__DATASET EXTRACT__.
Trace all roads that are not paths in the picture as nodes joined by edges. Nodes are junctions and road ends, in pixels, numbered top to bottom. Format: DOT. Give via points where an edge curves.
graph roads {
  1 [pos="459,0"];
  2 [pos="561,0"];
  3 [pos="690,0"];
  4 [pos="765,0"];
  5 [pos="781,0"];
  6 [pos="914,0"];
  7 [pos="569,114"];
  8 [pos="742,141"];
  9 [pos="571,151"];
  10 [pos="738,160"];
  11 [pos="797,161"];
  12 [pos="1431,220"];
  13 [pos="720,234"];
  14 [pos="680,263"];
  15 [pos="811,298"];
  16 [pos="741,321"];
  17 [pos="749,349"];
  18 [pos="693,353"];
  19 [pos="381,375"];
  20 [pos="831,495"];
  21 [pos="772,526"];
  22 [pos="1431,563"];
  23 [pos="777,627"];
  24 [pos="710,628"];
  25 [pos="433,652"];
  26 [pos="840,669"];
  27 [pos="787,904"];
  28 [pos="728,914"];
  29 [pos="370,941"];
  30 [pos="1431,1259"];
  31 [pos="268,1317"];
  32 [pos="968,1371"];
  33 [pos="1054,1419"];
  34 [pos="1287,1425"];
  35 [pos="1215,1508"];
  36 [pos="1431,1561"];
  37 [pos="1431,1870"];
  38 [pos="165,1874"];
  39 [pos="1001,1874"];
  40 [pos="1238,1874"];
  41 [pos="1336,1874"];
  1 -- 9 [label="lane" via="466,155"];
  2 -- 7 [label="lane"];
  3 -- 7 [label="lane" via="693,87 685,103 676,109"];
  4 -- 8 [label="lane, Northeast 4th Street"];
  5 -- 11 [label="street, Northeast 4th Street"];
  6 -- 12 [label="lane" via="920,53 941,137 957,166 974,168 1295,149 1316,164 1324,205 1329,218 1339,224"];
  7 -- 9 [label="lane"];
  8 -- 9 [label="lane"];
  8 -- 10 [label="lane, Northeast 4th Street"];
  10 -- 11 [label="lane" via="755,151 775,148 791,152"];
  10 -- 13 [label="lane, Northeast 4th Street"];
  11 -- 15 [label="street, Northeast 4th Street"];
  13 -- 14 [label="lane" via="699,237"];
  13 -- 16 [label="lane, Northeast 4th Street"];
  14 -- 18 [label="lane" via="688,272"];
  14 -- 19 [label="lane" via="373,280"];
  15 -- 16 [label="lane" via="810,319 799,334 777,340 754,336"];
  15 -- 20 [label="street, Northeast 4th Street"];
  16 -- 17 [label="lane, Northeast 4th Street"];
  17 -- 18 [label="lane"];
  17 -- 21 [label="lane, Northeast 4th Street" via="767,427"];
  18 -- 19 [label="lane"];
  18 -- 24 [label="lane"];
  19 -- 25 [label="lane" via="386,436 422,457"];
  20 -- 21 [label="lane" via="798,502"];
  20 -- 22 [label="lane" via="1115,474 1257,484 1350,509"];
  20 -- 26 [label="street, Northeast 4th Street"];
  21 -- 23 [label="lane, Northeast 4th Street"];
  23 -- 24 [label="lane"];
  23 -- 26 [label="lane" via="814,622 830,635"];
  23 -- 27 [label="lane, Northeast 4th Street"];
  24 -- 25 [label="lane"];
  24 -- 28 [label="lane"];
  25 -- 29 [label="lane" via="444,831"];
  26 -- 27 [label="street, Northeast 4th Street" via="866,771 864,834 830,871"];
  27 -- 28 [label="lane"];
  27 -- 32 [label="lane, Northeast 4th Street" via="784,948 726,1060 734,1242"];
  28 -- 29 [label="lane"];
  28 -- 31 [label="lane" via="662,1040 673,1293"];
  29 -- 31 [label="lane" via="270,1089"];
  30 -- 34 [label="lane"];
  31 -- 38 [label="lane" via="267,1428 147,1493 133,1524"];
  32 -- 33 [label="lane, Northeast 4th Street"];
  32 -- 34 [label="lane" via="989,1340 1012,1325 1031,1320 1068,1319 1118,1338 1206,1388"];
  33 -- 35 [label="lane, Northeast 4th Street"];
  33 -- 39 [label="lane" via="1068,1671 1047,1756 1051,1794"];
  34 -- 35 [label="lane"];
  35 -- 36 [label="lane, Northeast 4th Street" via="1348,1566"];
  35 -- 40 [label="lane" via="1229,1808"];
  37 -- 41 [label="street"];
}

__ABOUT THIS EXERCISE__. Each entry needs to be transcribed exactly.

__FINISHED TASK__.
Trace all roads that are not paths in the picture as nodes joined by edges. Nodes are junctions and road ends, in pixels, numbered top to bottom. Format: DOT. Give via points where an edge curves.
graph roads {
  1 [pos="459,0"];
  2 [pos="561,0"];
  3 [pos="690,0"];
  4 [pos="765,0"];
  5 [pos="781,0"];
  6 [pos="914,0"];
  7 [pos="569,114"];
  8 [pos="742,141"];
  9 [pos="571,151"];
  10 [pos="738,160"];
  11 [pos="797,161"];
  12 [pos="1431,220"];
  13 [pos="720,234"];
  14 [pos="680,263"];
  15 [pos="811,298"];
  16 [pos="741,321"];
  17 [pos="749,349"];
  18 [pos="693,353"];
  19 [pos="381,375"];
  20 [pos="831,495"];
  21 [pos="772,526"];
  22 [pos="1431,563"];
  23 [pos="777,627"];
  24 [pos="710,628"];
  25 [pos="433,652"];
  26 [pos="840,669"];
  27 [pos="787,904"];
  28 [pos="728,914"];
  29 [pos="370,941"];
  30 [pos="1431,1259"];
  31 [pos="268,1317"];
  32 [pos="968,1371"];
  33 [pos="1054,1419"];
  34 [pos="1287,1425"];
  35 [pos="1215,1508"];
  36 [pos="1431,1561"];
  37 [pos="1431,1870"];
  38 [pos="165,1874"];
  39 [pos="1001,1874"];
  40 [pos="1238,1874"];
  41 [pos="1336,1874"];
  1 -- 9 [label="lane" via="466,155"];
  2 -- 7 [label="lane"];
  3 -- 7 [label="lane" via="693,87 685,103 676,109"];
  4 -- 8 [label="lane, Northeast 4th Street"];
  5 -- 11 [label="street, Northeast 4th Street"];
  6 -- 12 [label="lane" via="920,53 941,137 957,166 974,168 1295,149 1316,164 1324,205 1329,218 1339,224"];
  7 -- 9 [label="lane"];
  8 -- 9 [label="lane"];
  8 -- 10 [label="lane, Northeast 4th Street"];
  10 -- 11 [label="lane" via="755,151 775,148 791,152"];
  10 -- 13 [label="lane, Northeast 4th Street"];
  11 -- 15 [label="street, Northeast 4th Street"];
  13 -- 14 [label="lane" via="699,237"];
  13 -- 16 [label="lane, Northeast 4th Street"];
  14 -- 18 [label="lane" via="688,272"];
  14 -- 19 [label="lane" via="373,280"];
  15 -- 16 [label="lane" via="810,319 799,334 777,340 754,336"];
  15 -- 20 [label="street, Northeast 4th Street"];
  16 -- 17 [label="lane, Northeast 4th Street"];
  17 -- 18 [label="lane"];
  17 -- 21 [label="lane, Northeast 4th Street" via="767,427"];
  18 -- 19 [label="lane"];
  18 -- 24 [label="lane"];
  19 -- 25 [label="lane" via="386,436 422,457"];
  20 -- 21 [label="lane" via="798,502"];
  20 -- 22 [label="lane" via="1115,474 1257,484 1350,509"];
  20 -- 26 [label="street, Northeast 4th Street"];
  21 -- 23 [label="lane, Northeast 4th Street"];
  23 -- 24 [label="lane"];
  23 -- 26 [label="lane" via="814,622 830,635"];
  23 -- 27 [label="lane, Northeast 4th Street"];
  24 -- 25 [label="lane"];
  24 -- 28 [label="lane"];
  25 -- 29 [label="lane" via="444,831"];
  26 -- 27 [label="street, Northeast 4th Street" via="866,771 864,834 830,871"];
  27 -- 28 [label="lane"];
  27 -- 32 [label="lane, Northeast 4th Street" via="784,948 726,1060 734,1242"];
  28 -- 29 [label="lane"];
  28 -- 31 [label="lane" via="662,1040 673,1293"];
  29 -- 31 [label="lane" via="270,1089"];
  30 -- 34 [label="lane"];
  31 -- 38 [label="lane" via="267,1428 147,1493 133,1524"];
  32 -- 33 [label="lane, Northeast 4th Street"];
  32 -- 34 [label="lane" via="989,1340 1012,1325 1031,1320 1068,1319 1118,1338 1206,1388"];
  33 -- 35 [label="lane, Northeast 4th Street"];
  33 -- 39 [label="lane" via="1068,1671 1047,1756 1051,1794"];
  34 -- 35 [label="lane"];
  35 -- 36 [label="lane, Northeast 4th Street" via="1348,1566"];
  35 -- 40 [label="lane" via="1229,1808"];
  37 -- 41 [label="street"];
}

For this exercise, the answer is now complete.